In the prior art, when a thinner coin is used, the operating body isn't operated, instead of it, a saw tooth is moved.
Therefore the saw tooth has engaged with the operating body. In other words, the lifter doesn't protrude from the base plate.
The distance between the base plate and the disk is small.
Therefore the distance is adapted to the thinnest coin.
Inversely, when the thickness is thickest, the operating body is operated.
Therefore the handle of operating body is pivoted, then it is fixed at a predetermined position.
As a result, the lifter protrudes from the base plate.
Therefore the distance between the base plate and the rotating disk increases, and it adapts to the thickness of the coin.
In other words, the slanting surface of the saw tooth of the lifter which is stopped in the rotation is moved by the slanting surface of the saw tooth of the operating body.
As a result, the lifter protrudes from the base plate.
On the other hand, the apparatus which is disclosed in Japanese Laid Open Patent 11-86066 is a smaller coin dispensing apparatus and includes a rotating disk for dispensing the coins one by one, a rotating shaft for rotating the rotating disk, a planetary gear train where the center axis is located on the center axis of the rotating shaft, a rotating shaft of a motor where the center axis is located on the center axis of a planetary gear train.
Also, it includes a spacer for adjusting the position of the disk to the thickness of the coin.
In the apparatus, for adjusting the thickness of the coin, a spacer is added around the rotating shaft, and the gear section of the rotating shaft is inserted into the penetrating hole of the base plate.
The gear section is inserted into the cylinder section of a carrying plate of the planetary gear train.
When the thickness of the coin is thin, the spacer is removed, and the gear section of the rotating shaft is inserted into the cylinder section which passes through the penetrating hole of the base plate.
Therefore this apparatus can be adapted to the thickness of the coin by the spacer as the same as the Japanese Laid Open Patent 11-96426 which adjusts the distance between the base plate and the rotating disk.
Also, those known apparatus include a stopper which has contact with the conical section of the rotating shaft and which prevents the removing of the rotating shaft.
In Japanese Laid Open Patent 11-86066 , when the distance is adjusted to the thickness of the coin, the spacer is changed to another spacer.
Therefore the changing of the spacer is troublesome.
In Japanese Laid Open Patent 11-96426 , the operating body and the stopper are removed from the positions.
The operation is too troublesome.
Also, the stopper has contact with the conical section and prevents the removing of the rotating shaft.
In other words, the conical section includes a predetermined angle for preventing the removal of the rotating shaft.
The rotating shaft needs a predetermined strength.
In other words, the rotating shaft needs a predetermined diameter. Therefore the length of the conical section is limited.
In other words, the adjusting range of the rotating disk is limited by the diameter of the rotating shaft and the angle of the conical section.
[The patent document No. 1]
Japanese Laid Open Patent No.11-96426 (figures 2, 3 and 4, paragraphs 15 and 16)
[The patent document No. 2]
Japanese Laid Open Patent No.11-86066 (figures 3 and 4, paragraphs 10 and 11)
The document EP-A-0 903 702 is an European family member of the patent documents N°1 and N°2.

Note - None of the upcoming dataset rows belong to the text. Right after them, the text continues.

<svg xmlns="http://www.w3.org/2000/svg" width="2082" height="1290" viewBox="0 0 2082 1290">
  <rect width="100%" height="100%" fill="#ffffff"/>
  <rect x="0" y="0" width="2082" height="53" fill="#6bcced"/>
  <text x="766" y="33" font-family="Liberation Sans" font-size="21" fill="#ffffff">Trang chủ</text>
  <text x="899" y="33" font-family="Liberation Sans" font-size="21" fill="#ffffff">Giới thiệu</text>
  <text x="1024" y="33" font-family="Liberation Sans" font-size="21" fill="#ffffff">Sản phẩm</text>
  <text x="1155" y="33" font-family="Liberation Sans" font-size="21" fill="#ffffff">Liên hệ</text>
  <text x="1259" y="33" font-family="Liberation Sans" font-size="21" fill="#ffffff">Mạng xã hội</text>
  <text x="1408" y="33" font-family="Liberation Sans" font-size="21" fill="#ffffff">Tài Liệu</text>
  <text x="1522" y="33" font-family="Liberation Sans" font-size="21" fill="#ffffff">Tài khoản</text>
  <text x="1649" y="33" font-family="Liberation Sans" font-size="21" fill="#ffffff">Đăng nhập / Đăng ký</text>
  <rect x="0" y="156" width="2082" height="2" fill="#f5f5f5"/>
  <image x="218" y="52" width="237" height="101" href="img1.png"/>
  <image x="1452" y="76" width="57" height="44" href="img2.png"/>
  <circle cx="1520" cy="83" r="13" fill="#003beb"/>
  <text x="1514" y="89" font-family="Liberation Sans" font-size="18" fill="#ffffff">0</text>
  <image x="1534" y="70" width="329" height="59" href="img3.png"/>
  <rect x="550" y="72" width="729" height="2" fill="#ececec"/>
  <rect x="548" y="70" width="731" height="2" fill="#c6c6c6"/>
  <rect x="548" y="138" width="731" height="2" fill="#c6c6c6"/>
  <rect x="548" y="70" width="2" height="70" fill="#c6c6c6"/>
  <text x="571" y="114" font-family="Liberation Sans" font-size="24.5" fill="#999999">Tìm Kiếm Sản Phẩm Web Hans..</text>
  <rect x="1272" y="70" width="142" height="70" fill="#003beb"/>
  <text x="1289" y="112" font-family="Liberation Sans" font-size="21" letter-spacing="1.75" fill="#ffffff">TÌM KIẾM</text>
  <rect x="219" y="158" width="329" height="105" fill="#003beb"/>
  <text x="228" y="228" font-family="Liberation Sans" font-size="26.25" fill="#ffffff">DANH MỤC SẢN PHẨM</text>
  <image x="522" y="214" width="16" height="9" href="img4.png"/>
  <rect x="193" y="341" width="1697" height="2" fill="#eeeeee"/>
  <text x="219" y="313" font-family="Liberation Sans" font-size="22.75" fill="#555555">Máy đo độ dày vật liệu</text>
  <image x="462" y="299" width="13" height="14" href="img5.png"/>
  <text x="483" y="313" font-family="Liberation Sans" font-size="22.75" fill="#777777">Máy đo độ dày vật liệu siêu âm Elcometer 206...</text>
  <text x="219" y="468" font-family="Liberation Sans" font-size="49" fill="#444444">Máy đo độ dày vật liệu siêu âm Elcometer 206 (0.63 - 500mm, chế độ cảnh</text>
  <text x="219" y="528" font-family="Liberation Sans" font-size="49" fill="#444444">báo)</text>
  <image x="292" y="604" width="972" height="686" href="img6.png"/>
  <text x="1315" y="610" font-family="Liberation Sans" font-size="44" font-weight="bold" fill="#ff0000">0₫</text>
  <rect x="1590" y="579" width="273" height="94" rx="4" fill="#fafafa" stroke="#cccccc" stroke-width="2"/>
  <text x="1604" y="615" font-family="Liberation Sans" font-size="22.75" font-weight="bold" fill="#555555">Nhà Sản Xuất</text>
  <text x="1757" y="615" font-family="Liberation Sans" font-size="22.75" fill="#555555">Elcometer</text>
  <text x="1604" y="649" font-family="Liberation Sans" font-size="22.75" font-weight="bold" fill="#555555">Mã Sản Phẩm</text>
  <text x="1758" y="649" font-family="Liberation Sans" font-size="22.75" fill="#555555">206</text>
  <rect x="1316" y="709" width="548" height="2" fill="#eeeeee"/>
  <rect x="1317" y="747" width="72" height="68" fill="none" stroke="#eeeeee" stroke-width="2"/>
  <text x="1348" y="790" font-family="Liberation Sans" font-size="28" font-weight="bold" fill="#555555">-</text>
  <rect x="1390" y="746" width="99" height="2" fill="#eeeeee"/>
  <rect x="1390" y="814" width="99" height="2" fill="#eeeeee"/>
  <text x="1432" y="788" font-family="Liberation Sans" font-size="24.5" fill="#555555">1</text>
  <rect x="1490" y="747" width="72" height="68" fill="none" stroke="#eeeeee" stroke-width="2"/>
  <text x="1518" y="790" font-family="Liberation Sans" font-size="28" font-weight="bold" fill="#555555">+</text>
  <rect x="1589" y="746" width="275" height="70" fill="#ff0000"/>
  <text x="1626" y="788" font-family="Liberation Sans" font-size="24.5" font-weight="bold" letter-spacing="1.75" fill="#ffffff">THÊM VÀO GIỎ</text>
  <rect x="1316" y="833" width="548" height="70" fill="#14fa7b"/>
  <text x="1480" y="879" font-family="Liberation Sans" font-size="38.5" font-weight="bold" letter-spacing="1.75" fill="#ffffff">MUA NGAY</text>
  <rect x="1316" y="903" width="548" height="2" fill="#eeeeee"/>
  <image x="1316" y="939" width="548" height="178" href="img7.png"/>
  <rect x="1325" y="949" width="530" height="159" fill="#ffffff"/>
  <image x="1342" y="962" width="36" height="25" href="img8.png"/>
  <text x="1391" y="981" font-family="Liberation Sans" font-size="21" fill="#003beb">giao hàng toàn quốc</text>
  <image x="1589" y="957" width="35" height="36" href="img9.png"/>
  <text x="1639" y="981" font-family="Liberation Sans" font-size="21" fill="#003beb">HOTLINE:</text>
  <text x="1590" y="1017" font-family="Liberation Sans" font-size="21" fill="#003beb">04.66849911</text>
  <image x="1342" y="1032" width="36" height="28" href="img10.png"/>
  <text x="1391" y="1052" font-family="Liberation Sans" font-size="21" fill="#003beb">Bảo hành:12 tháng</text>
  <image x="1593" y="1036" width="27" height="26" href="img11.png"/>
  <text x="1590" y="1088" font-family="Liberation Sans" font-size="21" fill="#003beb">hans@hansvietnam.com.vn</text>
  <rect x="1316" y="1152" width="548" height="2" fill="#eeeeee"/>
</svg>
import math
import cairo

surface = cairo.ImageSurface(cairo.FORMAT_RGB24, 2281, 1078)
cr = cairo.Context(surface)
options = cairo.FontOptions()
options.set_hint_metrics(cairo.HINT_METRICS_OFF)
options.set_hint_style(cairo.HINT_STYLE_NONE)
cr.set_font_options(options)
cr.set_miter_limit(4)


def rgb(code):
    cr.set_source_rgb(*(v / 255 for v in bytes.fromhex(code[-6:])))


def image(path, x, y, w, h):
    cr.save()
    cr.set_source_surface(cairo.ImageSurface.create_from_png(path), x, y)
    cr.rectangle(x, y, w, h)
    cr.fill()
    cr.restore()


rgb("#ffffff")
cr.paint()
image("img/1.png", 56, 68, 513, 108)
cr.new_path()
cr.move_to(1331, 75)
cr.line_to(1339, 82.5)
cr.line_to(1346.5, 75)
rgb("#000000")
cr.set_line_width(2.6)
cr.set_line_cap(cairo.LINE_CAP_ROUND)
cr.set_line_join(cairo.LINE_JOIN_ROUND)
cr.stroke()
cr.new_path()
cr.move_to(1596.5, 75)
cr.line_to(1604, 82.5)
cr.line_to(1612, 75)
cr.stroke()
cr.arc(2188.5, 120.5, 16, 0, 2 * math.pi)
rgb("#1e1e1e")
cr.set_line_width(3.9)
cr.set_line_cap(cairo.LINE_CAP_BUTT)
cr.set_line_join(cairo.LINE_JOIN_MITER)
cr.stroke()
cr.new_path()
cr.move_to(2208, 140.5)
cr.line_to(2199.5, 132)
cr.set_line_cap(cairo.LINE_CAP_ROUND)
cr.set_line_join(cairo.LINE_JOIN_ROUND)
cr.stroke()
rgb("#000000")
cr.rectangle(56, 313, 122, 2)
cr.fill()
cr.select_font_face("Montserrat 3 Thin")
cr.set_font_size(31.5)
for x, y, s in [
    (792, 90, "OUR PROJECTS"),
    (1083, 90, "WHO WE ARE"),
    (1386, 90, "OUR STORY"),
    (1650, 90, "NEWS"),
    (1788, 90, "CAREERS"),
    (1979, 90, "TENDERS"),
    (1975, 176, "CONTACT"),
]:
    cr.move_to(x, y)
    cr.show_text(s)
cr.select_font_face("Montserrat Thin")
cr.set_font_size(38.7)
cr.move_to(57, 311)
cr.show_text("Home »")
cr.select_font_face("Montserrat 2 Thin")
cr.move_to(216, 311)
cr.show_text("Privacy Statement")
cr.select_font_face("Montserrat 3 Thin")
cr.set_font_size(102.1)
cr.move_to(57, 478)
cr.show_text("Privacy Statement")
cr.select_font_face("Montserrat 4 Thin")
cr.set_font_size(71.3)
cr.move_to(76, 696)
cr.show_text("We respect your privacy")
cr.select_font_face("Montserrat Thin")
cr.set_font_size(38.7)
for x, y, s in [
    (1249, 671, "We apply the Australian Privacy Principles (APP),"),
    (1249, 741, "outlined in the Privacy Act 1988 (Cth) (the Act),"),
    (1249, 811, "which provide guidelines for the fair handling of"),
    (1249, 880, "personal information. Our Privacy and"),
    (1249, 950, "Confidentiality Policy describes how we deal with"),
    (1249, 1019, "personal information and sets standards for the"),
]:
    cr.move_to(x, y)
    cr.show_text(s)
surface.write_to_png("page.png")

Problems to be solved by the invention

The first purpose of this present invention is to provide a coin dispensing apparatus which is easy to adjust the distance between the base plate and the rotating disk and to adapt the thickness of the coins.
The second purpose of this invention is to provide a coin dispensing apparatus which isn't limited by the adjusting range.
The third purpose of this invention is to provide a coin dispensing apparatus which can adjust the position in stages while seeing the disk.
For solution of this problem, this present invention is structured according to claim 1. Further advantageous developments of the invention are subject-matters of the dependent claims.
A coin dispensing apparatus comprises of;

a disk (102) which separates coins one by one,
a base (104) which holds said coins which are moved by said disk, a body (100) which includes said base and a step section (149) which has the different distance to said base to adapt to the thickness of said coins,
a rotating shaft member (160) which is selectively attached to said step section and can be adjusted to said body.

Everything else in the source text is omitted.